BRIN: Hujan Hasil Modifikasi Cuaca Ampuh Turunkan Polusi Udara
Jakarta, Beritasatu.com - Badan Riset dan Inovasi Nasional (BRIN) mengatakan bahwa operasi teknologi modifikasi cuaca dinilai berhasil untuk mengurangi indeks polutan yang mencemari udara di wilayah Jabodetabek.
Koordinator Laboratorium Pengelolaan Teknologi Modifikasi Cuaca BRIN, Budi Harsoyo, mengatakan, hujan terbukti menjadi salah satu metode yang paling efektif dalam menjadikan kualitas udara lebih baik.
Selama periode pelaksanaan operasi teknologi modifikasi cuaca yang berlangsung dari tanggal 24 Agustus hingga 10 September 2023, hujan yang cukup signifikan terjadi terutama di wilayah Bogor.
Keadaan ini dapat dijelaskan oleh fakta bahwa Bogor memiliki topografi yang tinggi, sehingga awan-awan potensial seringkali terbentuk di wilayah tersebut setiap harinya. Proses ini, yang dikenal sebagai proses orografis, adalah mekanisme pembentukan awan yang terjadi ketika udara bertemu dengan topografi tinggi, mengakibatkan pengangkatan udara yang pada akhirnya membentuk awan konvektif atau awan kumulus.
Selama musim kemarau, awan yang terbentuk memiliki kadar uap air yang rendah. Ini dapat dilihat dari tingkat kelembapan udara yang sangat rendah di lapisan atas atmosfer, sehingga hujan yang terjadi cenderung memiliki intensitas rendah dan durasi singkat.
Namun, pada tanggal 20 Agustus 2023, hujan yang cukup besar turun di wilayah Bogor hingga ke Depok, dan selanjutnya pada 27 Agustus 2023, hujan deras melanda wilayah Jakarta Selatan dan bahkan mencapai Bandara Soekarno-Hatta.

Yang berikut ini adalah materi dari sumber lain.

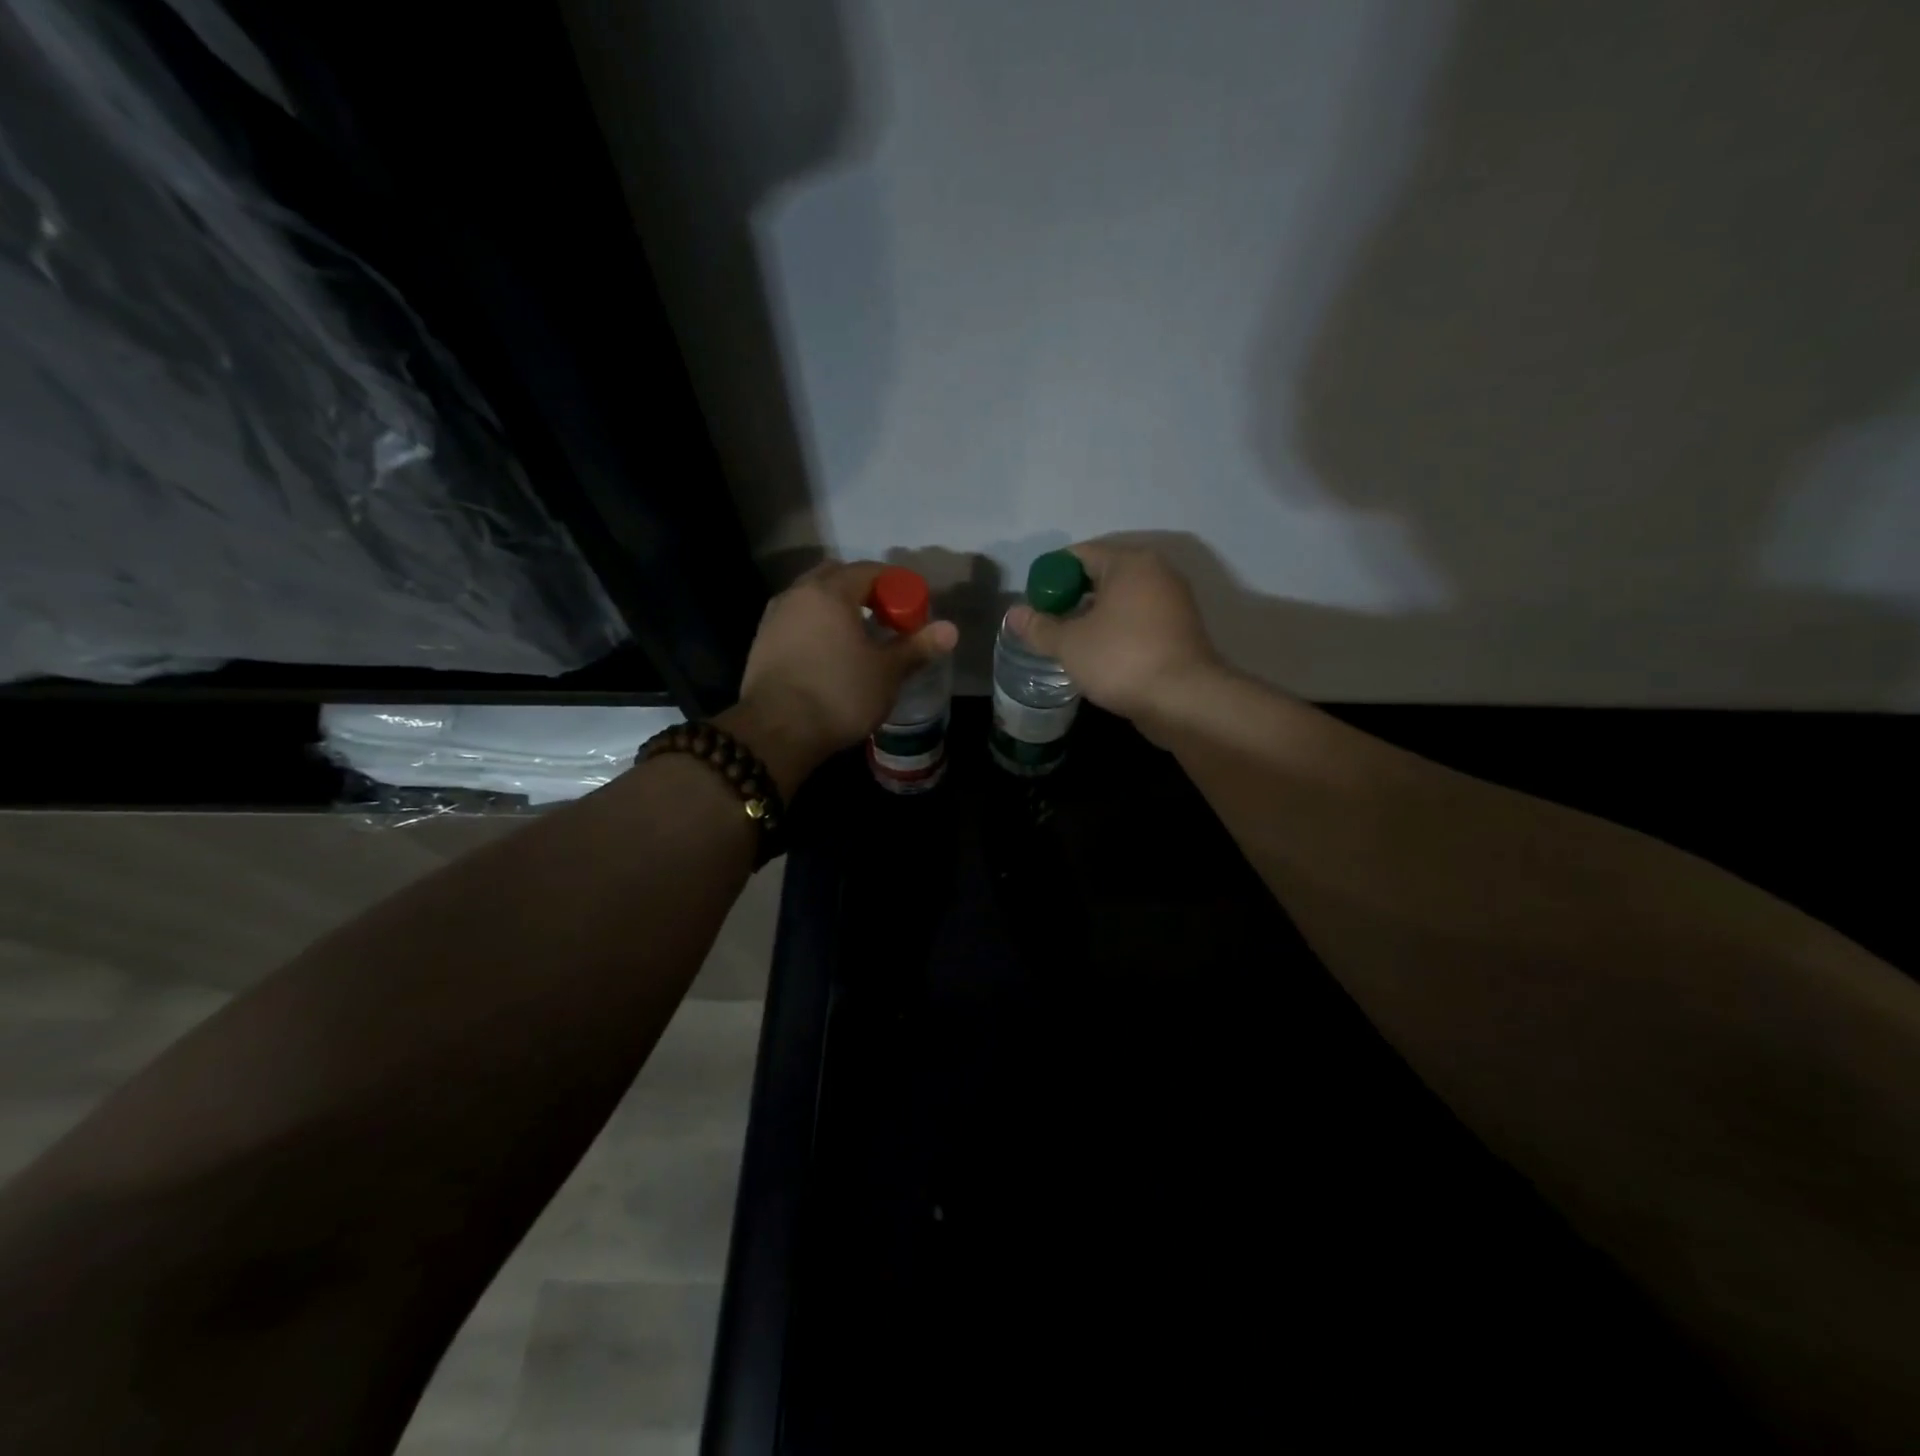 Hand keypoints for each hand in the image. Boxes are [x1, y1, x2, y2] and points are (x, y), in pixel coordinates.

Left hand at [720, 560, 957, 796]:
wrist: (776, 731)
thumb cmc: (839, 695)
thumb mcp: (886, 673)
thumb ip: (917, 647)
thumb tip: (951, 630)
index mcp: (830, 592)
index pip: (870, 571)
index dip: (896, 585)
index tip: (912, 609)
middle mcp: (798, 594)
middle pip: (836, 577)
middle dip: (863, 591)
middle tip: (885, 618)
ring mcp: (774, 617)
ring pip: (812, 599)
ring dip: (836, 608)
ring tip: (857, 637)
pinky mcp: (762, 642)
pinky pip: (797, 621)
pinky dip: (816, 627)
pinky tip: (828, 655)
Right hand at [1007, 542, 1219, 725]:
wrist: (1184, 700)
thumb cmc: (1122, 659)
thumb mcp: (1070, 644)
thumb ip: (1038, 627)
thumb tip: (1013, 614)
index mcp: (1130, 563)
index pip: (1079, 555)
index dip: (1050, 577)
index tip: (1033, 604)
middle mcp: (1157, 573)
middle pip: (1101, 576)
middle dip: (1071, 598)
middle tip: (1047, 625)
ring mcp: (1173, 602)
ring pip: (1121, 601)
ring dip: (1093, 617)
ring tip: (1069, 643)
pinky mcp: (1180, 630)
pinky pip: (1138, 620)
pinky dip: (1116, 631)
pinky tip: (1099, 655)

Distribusi hujan yang terjadi sebagian besar terfokus di Kota Bogor karena awan kumulus terbentuk hampir setiap hari akibat proses orografis. Hasil hujan yang paling signifikan dicapai pada tanggal 27 Agustus 2023 dengan curah hujan mencapai 64,2 milimeter dan pada tanggal 8 September 2023 dengan curah hujan mencapai 45,6 milimeter.
Pada tanggal 27 Agustus 2023, hujan intensitas tinggi di Bogor bahkan mampu mengurangi konsentrasi PM 2,5. Data dari stasiun pemantauan indeks kualitas udara di Cibinong, Kabupaten Bogor, Provinsi Jawa Barat, menunjukkan bahwa sebelum hujan, konsentrasi PM 2,5 mencapai 97 mikrogram per meter kubik. Setelah hujan deras selama 1,5 jam, konsentrasi PM 2,5 menurun drastis menjadi 20 mikrogram per meter kubik.
Hujan deras yang terjadi juga berhasil mengurangi konsentrasi polutan PM 2,5 di Tanah Sereal, Kota Bogor, Jawa Barat, dari 87 mikrogram per meter kubik menjadi hanya 12 mikrogram per meter kubik.
Sementara itu, di wilayah Jakarta, Bekasi, dan sekitarnya, indeks kualitas udara tidak mengalami perbaikan yang signifikan karena hujan yang turun pada saat itu memiliki intensitas yang lebih rendah.
Pada tanggal 8 September 2023, meskipun curah hujan cukup tinggi di Bogor, Jakarta tidak mendapatkan hujan yang cukup. Namun, hujan tersebut mampu mengurangi konsentrasi PM 2,5 terutama di wilayah Bogor.
Budi Harsoyo mengungkapkan bahwa meskipun teknologi modifikasi cuaca efektif dalam menurunkan hujan dan berdampak pada perbaikan indeks kualitas udara, teknologi ini sebaiknya tidak digunakan sebagai solusi permanen.
Menurutnya, untuk mengatasi akar masalah polusi udara di Jabodetabek, perlu dicari solusi yang lebih menyeluruh agar peristiwa serupa tidak terulang secara rutin setiap tahunnya.
"Teknologi ini digunakan karena menjadi upaya yang paling cepat untuk memperbaiki indeks kualitas udara. Namun, perlu diingat bahwa solusi jangka panjang harus mencari akar permasalahannya," pungkas Budi.